Check every line below for the word "Glanworth" and copy the ones that have it.

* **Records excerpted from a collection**
· · ·

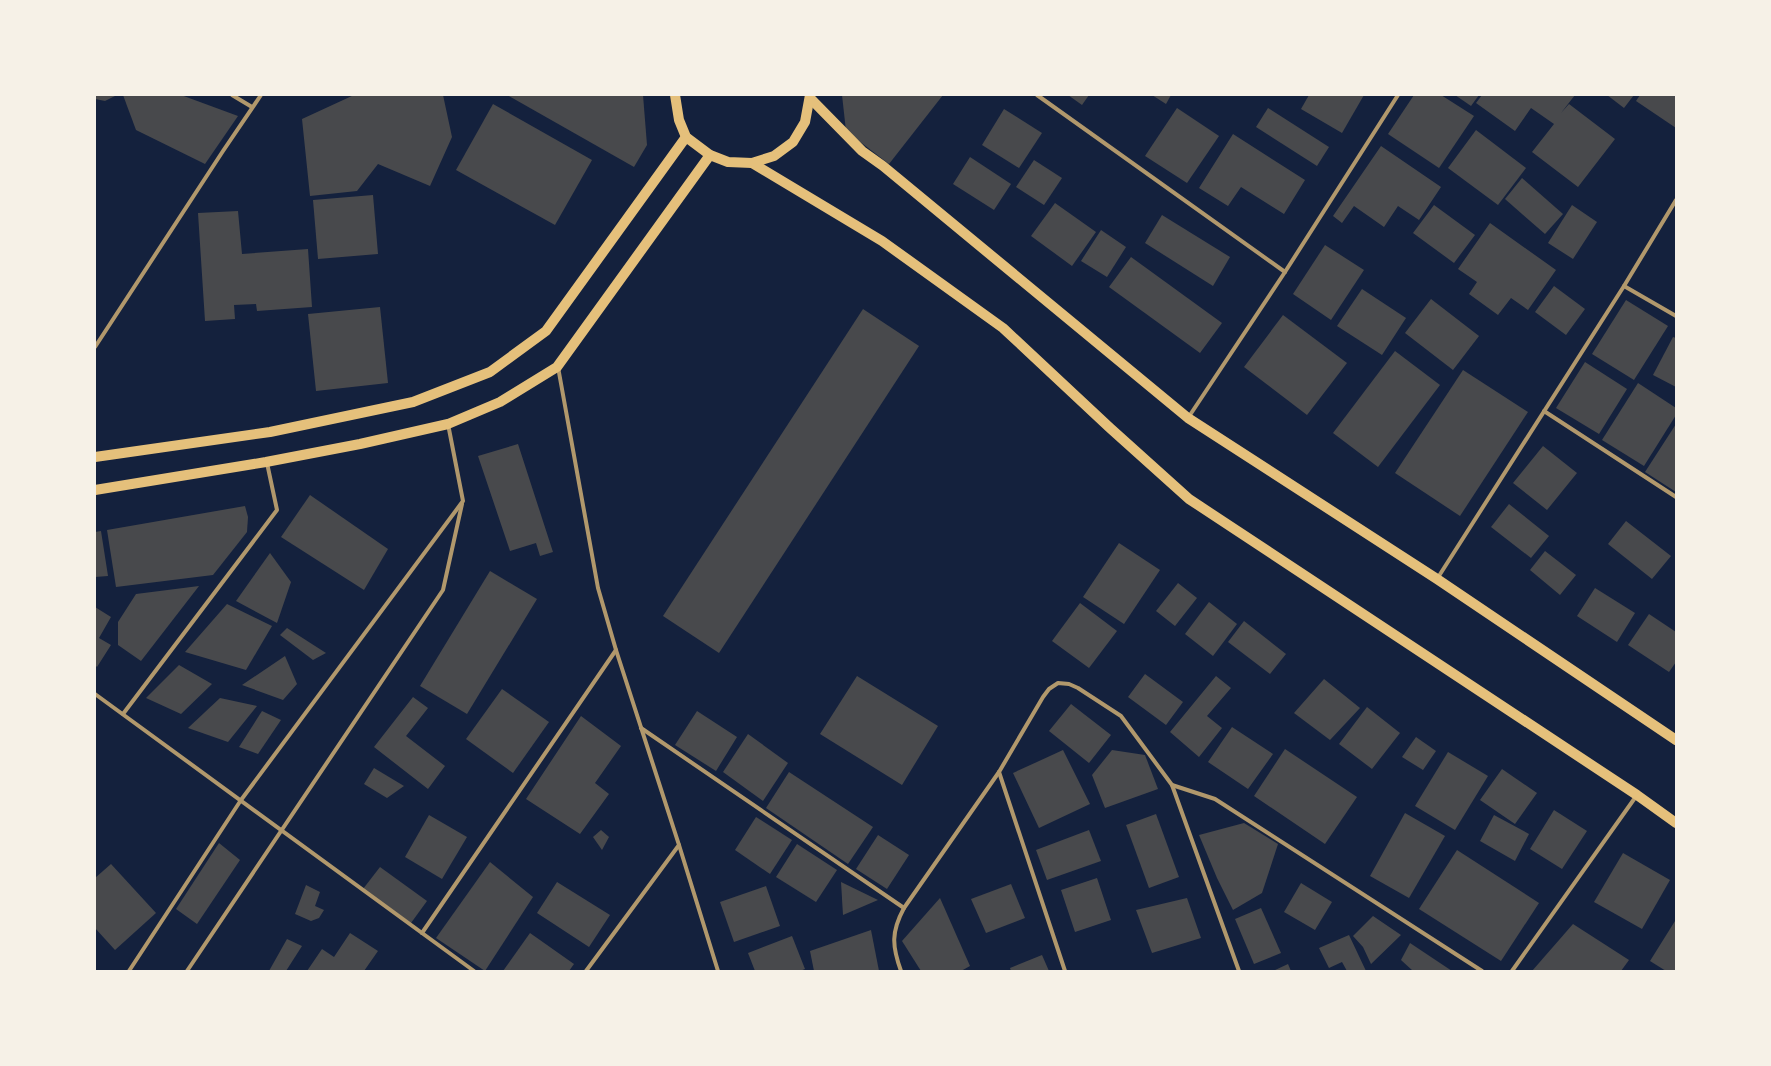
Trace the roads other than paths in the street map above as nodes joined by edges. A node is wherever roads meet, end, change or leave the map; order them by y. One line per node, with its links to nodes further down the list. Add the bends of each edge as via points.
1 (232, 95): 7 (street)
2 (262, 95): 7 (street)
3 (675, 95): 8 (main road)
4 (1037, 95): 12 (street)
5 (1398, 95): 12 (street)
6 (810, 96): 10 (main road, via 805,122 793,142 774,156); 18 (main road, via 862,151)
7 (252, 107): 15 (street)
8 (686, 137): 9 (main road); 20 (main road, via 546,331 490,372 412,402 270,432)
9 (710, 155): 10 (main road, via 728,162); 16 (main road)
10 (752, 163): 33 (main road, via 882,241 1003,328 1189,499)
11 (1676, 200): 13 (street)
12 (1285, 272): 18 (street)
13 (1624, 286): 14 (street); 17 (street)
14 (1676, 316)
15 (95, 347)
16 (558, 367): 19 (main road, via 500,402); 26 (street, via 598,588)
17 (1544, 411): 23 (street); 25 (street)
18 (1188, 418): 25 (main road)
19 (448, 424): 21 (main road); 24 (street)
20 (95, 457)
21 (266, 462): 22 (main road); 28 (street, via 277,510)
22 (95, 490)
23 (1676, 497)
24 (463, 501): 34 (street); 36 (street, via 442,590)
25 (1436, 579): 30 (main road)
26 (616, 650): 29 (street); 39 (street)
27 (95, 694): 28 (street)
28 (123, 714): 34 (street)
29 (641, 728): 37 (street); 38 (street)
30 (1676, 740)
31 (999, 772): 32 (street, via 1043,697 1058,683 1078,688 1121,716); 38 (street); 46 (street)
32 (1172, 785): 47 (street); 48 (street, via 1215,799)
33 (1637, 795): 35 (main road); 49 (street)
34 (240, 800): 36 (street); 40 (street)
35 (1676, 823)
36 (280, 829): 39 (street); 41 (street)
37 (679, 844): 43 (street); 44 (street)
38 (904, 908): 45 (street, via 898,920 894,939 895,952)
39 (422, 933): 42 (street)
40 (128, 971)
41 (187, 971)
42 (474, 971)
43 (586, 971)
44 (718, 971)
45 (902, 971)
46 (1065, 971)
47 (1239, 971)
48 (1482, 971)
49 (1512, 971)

· · ·

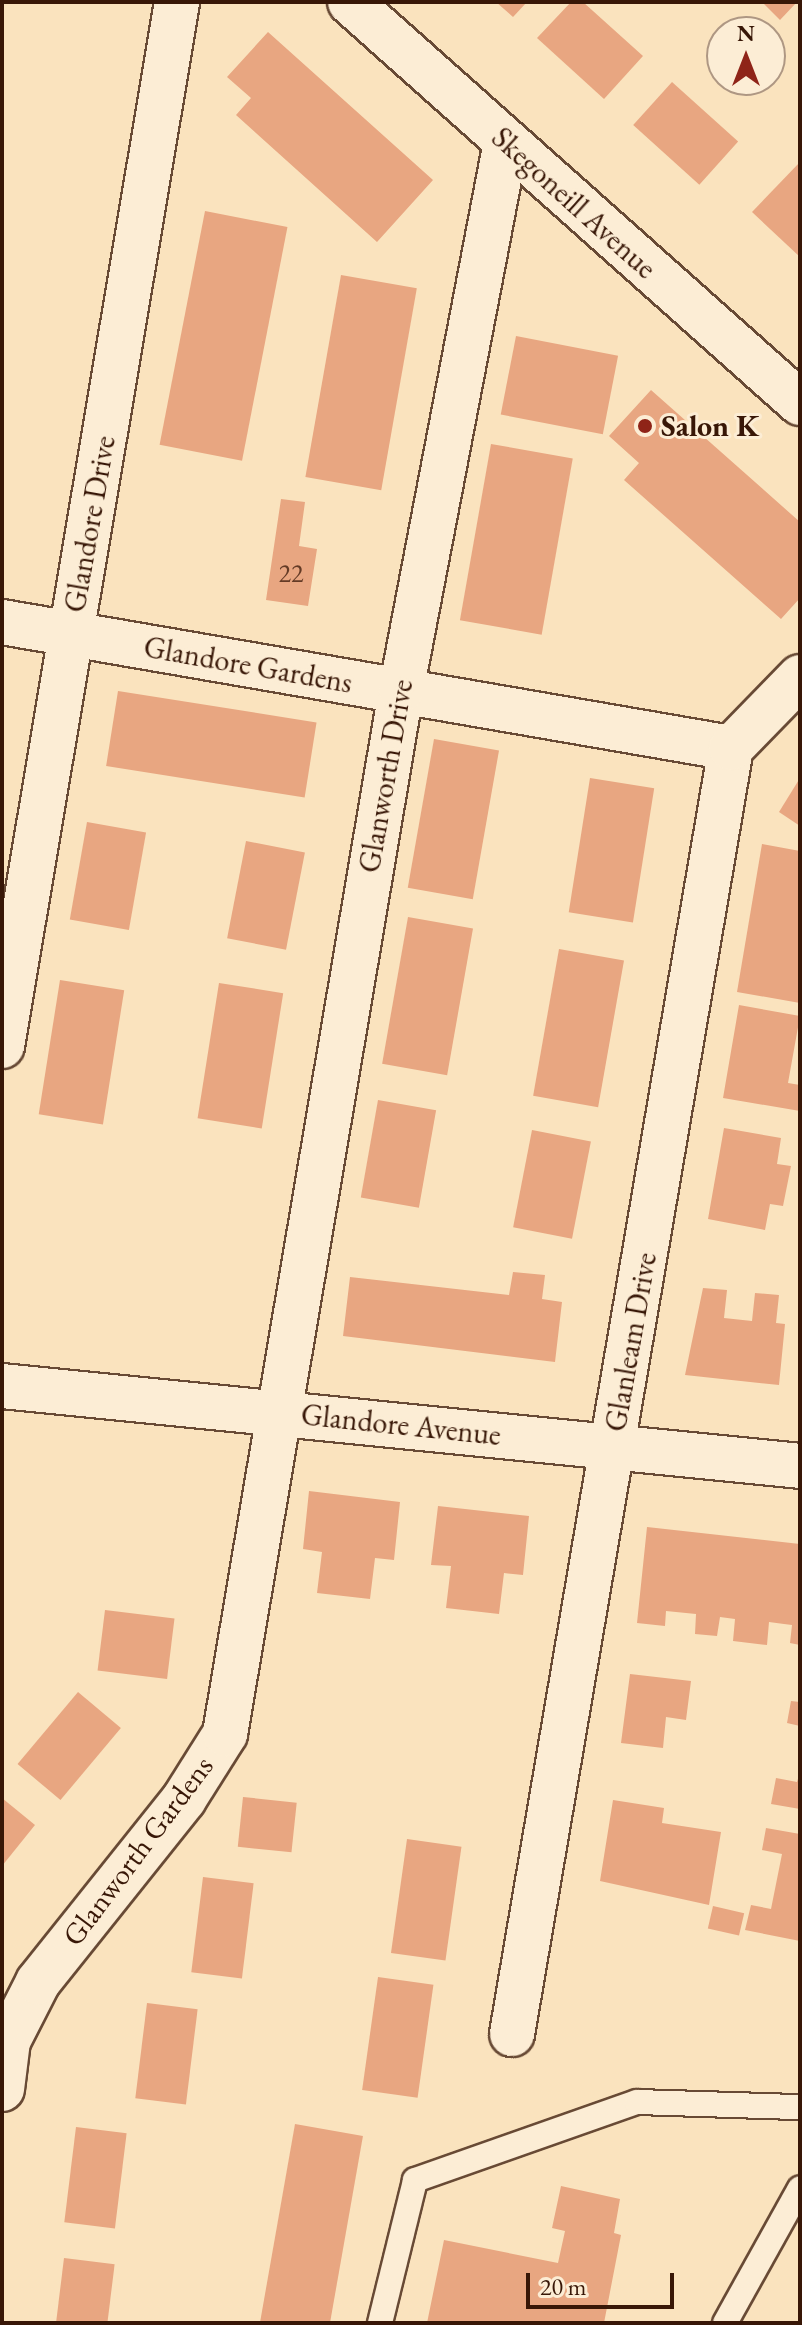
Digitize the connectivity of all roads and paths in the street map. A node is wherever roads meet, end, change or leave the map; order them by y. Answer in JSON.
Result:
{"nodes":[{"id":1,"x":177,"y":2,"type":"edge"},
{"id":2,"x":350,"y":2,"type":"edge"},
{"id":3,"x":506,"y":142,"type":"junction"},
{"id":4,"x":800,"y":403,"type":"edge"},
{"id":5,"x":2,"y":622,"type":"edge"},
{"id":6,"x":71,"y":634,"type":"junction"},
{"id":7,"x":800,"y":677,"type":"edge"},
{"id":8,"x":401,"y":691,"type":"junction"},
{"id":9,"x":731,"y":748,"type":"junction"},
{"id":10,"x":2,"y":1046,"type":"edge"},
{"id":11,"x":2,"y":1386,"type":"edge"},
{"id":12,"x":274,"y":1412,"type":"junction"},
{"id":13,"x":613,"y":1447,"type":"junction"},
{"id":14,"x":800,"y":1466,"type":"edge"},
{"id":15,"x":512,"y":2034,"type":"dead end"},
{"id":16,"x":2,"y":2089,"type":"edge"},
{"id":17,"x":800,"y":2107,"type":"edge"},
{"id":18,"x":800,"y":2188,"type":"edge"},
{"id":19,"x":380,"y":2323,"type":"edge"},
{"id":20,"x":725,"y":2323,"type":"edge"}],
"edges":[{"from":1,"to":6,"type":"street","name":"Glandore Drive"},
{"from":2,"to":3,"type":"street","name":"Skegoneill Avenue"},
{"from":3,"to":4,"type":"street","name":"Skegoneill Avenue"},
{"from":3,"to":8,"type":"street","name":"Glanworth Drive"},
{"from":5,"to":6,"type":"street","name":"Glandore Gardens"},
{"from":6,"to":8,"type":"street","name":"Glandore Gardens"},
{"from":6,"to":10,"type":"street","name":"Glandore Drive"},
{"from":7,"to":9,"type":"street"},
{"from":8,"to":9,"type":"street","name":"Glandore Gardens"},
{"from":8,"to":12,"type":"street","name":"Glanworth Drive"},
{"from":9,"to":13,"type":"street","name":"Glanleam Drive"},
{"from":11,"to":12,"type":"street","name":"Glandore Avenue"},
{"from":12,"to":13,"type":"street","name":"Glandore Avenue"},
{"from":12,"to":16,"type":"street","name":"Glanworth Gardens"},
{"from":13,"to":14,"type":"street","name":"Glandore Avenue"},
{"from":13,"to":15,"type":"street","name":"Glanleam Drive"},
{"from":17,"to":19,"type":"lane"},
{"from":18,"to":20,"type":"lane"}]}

· · ·

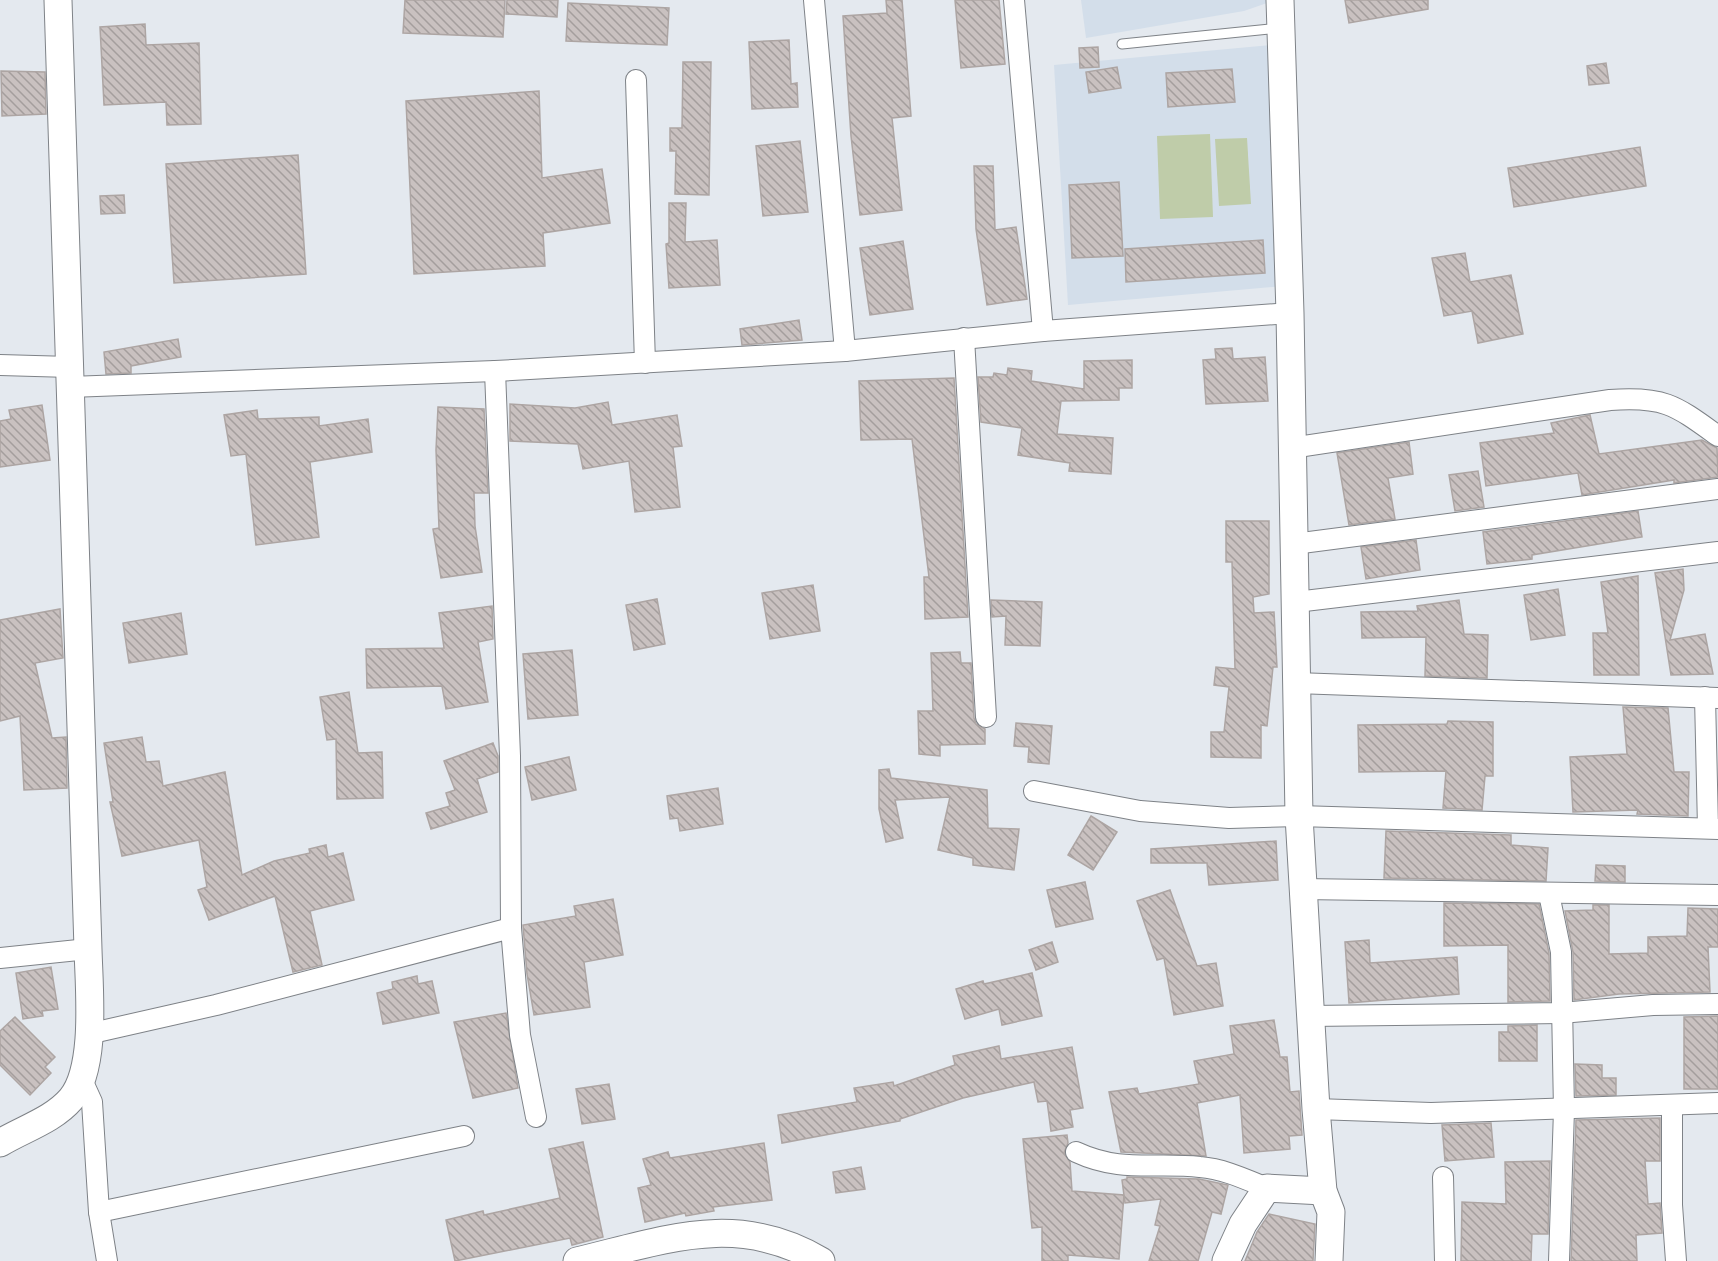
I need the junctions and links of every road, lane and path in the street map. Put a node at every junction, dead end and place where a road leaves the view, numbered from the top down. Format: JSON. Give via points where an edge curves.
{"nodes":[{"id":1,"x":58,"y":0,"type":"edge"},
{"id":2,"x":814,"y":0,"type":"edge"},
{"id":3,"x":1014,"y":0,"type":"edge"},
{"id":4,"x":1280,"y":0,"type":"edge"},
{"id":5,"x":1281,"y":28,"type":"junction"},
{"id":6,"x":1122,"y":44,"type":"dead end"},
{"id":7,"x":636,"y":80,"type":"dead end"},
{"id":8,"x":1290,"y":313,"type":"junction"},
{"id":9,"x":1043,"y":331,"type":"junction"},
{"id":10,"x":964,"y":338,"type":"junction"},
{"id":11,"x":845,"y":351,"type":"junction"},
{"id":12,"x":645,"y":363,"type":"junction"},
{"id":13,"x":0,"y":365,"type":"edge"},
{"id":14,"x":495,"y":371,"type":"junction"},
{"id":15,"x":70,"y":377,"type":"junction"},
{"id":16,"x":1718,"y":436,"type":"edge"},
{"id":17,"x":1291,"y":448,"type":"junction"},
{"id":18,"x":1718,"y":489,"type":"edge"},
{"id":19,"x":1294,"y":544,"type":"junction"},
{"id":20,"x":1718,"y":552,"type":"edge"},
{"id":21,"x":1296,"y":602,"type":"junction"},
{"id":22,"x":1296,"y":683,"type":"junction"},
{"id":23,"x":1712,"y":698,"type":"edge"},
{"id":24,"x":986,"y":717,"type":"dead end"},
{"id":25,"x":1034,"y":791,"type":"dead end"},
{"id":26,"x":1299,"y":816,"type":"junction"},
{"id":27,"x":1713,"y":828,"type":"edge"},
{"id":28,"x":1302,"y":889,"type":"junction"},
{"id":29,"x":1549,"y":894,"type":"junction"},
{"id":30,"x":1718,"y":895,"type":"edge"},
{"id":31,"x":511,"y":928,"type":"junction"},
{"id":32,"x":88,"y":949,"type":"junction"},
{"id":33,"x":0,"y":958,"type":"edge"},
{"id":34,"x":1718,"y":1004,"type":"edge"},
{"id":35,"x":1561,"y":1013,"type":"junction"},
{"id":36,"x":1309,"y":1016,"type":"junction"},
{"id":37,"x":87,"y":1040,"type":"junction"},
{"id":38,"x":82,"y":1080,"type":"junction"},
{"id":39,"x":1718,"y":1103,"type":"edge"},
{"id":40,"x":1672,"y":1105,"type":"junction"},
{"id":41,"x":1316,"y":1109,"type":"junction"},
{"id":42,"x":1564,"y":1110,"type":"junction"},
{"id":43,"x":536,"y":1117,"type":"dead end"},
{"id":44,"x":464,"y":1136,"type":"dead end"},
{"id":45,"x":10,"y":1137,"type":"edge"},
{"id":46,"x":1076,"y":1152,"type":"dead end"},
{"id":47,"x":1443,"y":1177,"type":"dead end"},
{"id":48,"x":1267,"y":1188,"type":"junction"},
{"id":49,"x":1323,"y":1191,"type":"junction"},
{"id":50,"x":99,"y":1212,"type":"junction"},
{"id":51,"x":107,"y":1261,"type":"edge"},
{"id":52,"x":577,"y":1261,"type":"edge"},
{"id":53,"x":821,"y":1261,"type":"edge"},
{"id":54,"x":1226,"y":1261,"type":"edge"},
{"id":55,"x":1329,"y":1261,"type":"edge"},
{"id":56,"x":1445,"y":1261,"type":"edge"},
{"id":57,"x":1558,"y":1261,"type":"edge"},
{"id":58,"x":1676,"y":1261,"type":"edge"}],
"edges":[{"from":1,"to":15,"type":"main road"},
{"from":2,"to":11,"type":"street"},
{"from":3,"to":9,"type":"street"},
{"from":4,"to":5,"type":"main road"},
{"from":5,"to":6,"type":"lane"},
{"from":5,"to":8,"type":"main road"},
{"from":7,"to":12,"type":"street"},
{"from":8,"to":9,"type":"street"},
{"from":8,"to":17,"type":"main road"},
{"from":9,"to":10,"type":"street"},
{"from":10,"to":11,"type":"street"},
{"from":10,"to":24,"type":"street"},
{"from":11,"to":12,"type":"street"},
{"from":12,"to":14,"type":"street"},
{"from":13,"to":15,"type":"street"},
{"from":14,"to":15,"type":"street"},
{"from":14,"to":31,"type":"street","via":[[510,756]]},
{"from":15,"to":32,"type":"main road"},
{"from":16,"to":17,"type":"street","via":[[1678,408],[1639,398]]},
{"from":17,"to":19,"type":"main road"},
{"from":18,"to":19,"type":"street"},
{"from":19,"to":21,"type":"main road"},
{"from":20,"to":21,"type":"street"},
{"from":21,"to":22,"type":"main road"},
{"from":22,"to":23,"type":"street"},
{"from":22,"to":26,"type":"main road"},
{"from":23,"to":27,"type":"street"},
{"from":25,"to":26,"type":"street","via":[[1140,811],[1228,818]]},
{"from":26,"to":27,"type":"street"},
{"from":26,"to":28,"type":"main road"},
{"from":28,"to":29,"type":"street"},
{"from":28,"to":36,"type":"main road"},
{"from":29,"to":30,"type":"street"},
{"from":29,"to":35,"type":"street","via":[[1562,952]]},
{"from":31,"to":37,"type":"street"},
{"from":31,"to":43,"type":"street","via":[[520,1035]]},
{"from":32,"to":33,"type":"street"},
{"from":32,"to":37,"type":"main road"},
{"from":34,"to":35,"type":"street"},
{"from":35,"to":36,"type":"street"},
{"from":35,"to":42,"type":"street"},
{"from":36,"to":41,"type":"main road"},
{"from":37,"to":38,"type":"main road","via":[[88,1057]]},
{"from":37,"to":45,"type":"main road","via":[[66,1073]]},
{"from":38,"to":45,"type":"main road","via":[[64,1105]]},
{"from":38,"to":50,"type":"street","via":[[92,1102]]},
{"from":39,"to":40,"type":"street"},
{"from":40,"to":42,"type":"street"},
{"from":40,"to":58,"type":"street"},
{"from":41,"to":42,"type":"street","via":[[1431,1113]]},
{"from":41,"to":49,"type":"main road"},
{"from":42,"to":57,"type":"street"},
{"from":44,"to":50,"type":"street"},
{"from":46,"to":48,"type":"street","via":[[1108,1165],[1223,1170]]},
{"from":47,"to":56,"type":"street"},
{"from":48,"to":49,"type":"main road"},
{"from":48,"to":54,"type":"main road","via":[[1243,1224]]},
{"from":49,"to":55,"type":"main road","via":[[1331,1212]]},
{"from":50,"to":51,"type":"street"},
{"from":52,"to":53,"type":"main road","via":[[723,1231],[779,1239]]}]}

· · ·

* **Output of the exercise**
{"from":3,"to":8,"type":"street","name":"Glanworth Drive"},
{"from":8,"to":12,"type":"street","name":"Glanworth Drive"},
{"from":12,"to":16,"type":"street","name":"Glanworth Gardens"},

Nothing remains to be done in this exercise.